Setelah beberapa kali mengalami perubahan tempat operasi, akhirnya operasi katarak pada mata sebelah kiri Amir Jamaah Ansharut Tauhid (JAT), Ust. Abu bakar Ba’asyir (ABB), terlaksana di RS Mata Aini, Jakarta Selatan pada pada hari Senin (20/12) pagi. Operasi yang berlangsung sekitar 40 menit itu merupakan kerjasama MER-C, TPM (Tim Pengacara Muslim). Polisi dan Jaksa Penuntut Umum. Operasi ditangani langsung oleh dr. Isfahani, SpM didampingi Presidium MER-C, dr. Joserizal Jurnalis, SpOT. Dr.

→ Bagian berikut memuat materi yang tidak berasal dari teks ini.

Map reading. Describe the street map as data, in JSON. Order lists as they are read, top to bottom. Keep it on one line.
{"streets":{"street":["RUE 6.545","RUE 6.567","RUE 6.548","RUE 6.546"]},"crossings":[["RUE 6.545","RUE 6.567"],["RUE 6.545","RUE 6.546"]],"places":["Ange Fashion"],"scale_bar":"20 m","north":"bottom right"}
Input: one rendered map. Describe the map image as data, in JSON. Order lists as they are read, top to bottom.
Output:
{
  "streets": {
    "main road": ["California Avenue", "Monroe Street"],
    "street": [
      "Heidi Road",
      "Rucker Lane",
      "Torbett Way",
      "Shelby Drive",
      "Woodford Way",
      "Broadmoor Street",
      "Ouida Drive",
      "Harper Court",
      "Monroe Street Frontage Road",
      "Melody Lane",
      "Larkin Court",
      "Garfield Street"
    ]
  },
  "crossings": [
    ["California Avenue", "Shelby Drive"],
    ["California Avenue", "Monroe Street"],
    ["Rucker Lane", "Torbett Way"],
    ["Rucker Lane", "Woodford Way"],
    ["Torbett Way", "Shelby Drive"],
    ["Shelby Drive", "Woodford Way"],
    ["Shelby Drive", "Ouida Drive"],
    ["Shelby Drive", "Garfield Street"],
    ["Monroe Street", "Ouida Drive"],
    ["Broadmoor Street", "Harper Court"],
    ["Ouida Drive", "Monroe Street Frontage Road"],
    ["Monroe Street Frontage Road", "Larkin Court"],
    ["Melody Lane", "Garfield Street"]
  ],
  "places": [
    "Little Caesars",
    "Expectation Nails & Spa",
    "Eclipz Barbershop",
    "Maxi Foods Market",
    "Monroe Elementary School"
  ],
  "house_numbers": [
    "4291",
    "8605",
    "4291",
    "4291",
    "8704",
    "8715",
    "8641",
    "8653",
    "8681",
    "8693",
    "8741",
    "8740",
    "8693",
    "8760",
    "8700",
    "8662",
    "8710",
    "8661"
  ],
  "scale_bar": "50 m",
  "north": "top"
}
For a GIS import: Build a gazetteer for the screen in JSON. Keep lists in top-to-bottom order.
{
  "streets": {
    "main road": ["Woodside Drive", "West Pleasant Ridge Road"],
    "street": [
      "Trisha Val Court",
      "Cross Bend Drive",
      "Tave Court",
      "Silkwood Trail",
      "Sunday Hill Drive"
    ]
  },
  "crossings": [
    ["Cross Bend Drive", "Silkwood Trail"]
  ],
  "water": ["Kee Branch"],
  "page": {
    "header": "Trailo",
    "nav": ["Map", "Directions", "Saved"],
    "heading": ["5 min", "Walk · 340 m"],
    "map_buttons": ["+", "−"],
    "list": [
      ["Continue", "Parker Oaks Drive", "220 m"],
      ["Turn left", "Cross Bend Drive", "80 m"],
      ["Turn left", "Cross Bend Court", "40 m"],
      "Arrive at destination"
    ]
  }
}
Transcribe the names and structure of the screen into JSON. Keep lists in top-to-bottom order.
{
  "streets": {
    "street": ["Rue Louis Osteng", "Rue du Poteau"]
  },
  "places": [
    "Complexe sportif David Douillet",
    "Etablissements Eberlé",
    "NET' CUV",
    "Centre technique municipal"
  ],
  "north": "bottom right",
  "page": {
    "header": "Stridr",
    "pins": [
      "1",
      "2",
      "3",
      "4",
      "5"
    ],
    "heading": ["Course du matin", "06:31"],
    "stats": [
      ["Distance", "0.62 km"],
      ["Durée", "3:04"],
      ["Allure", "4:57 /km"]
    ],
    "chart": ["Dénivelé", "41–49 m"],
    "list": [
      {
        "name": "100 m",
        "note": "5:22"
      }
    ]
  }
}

Isfahani, SpM adalah relawan yang pernah mengikuti misi kemanusiaan MER-C ke wilayah Ternate, Maluku Utara.
Sebelum dioperasi, Ustadz lanjut usia yang terkena tuduhan terorisme ini telah menjalani serangkaian pemeriksaan oleh Tim Medis MER-C di Rutan Mabes POLRI. Berdasarkan hasil pemeriksaan, kondisi mata sebelah kiri Ustadz ABB dinyatakan cukup parah dan tidak bisa melihat. Operasi katarak pun diusulkan oleh Tim Medis MER-C melalui TPM (Tim Pengacara Muslim). Beberapa Rumah Sakit seperti RS Pusat Pertamina dan RS Polri Kramatjati sempat menjadi alternatif tempat operasi, namun operasi baru bisa terlaksana di RS Mata Aini.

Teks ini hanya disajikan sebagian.